How can we improve the working environment for CSOs in difficult conditions?
“In the past two years the government of Azerbaijan adopted over 20 amendments that violate freedom of association and result in breaches of the ECHR. Therefore, these developments cannot be considered only as an internal issue.” Anar Mammadli
“A shift from government-to-government approach to society-to–society approach is needed.” Jerzy Pomianowski
“Civil society in Belarus is tired as there is no sufficient pressure from the EU with respect to fundamental rights.” Elena Tonkacheva
Anar Mammadli (Election Monitoring and Democracy Studies Center, Azerbaijan) described impediments to the work of independent civil society in Azerbaijan. NGOs in Azerbaijan cannot receive foreign funding, donations over 120 USD have to be registered with the Ministry of Justice, and volunteers are required to have individual contracts that also must be registered with the Ministry. Mathieu Bousquet (DG NEAR) shared that the governments are becoming more inventive in how they limit the civil society operations. As a result, the EU and other donors need to adapt to these developments. Mr Bousquet reassured that the priorities of each EaP country’s cooperation with the EU will be identified with the participation of the civil society. The EU needs to anchor its support to civil society and human rights within the international framework. Jerzy Pomianowski (European Endowment for Democracy) stated that it is not only the space for civil society, but also the donor support that is shrinking. He mentioned that the EU is slowly adapting to the situation: although the flexibility is not structurally inbuilt, the EU has modified its support to the society of Belarus and it also needs to find ways to support civil society in Azerbaijan. Elena Tonkacheva (Legal Transformations Center “Lawtrend”, Belarus) noted that sanctions for Belarus were lifted prematurely. She explained that the structural problems remain – the death penalty has not been abolished and violations of freedom of information, as well as freedom of assembly are occurring on a regular basis.

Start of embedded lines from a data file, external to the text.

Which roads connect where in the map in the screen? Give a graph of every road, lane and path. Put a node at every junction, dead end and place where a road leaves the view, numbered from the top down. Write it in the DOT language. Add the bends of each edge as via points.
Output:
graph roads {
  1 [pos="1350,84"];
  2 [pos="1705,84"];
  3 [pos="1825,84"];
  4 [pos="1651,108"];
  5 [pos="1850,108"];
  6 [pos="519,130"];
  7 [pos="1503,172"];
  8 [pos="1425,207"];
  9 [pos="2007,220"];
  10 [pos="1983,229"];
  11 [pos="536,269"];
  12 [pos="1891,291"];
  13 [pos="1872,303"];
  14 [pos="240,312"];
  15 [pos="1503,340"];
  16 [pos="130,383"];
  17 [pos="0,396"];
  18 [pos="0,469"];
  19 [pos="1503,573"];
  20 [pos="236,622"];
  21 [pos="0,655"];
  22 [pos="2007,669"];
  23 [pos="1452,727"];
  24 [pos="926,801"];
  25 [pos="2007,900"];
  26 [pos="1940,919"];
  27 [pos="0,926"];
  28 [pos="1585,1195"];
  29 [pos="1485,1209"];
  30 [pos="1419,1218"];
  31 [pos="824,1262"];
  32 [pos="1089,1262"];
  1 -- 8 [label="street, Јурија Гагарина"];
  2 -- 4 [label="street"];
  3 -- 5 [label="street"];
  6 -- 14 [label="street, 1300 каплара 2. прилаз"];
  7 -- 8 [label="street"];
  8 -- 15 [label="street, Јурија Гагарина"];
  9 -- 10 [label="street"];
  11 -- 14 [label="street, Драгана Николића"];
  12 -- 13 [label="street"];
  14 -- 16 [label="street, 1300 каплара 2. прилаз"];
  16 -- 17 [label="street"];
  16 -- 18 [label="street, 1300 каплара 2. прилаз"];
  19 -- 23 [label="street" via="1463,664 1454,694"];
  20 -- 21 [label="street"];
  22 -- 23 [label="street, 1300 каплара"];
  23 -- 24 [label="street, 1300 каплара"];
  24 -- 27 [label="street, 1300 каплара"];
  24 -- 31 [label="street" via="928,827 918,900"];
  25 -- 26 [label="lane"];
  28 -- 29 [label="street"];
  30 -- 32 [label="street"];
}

General Progress of the EaP
Boris Iarochevitch, Head of Division for the Eastern Partnership, Regional Cooperation and OSCE at EEAS, talked about the preparations for the next EaP summit to most likely take place in Brussels in June 2017. The next EaP summit foresees the presentation of results that benefited citizens, the demonstration of the added value for the societies in all four EaP policy areas agreed in Riga. The EaP Ministerial Meeting in May 2016 recognized the importance of the EaP multilateral dimension. Consequently, the architecture of the multilateral framework will be reviewed, and changes might be proposed by the next EaP summit. Mr Iarochevitch commented on the state of relations with each of the EaP countries, progress of the AA/DCFTA implementation, and the involvement of the civil society into the negotiations of the partnership priorities and new agreements with the EaP countries. Mr Iarochevitch mentioned the revision of the ENP programming documents taking place in 2017, instead of 2018, in order to incorporate the ENP review and the new partnership priorities for political and technical cooperation. The ENI will not be largely modified by 2020, the focus on the next programming phase also concerns regional programmes, and multiannual priorities will be revised.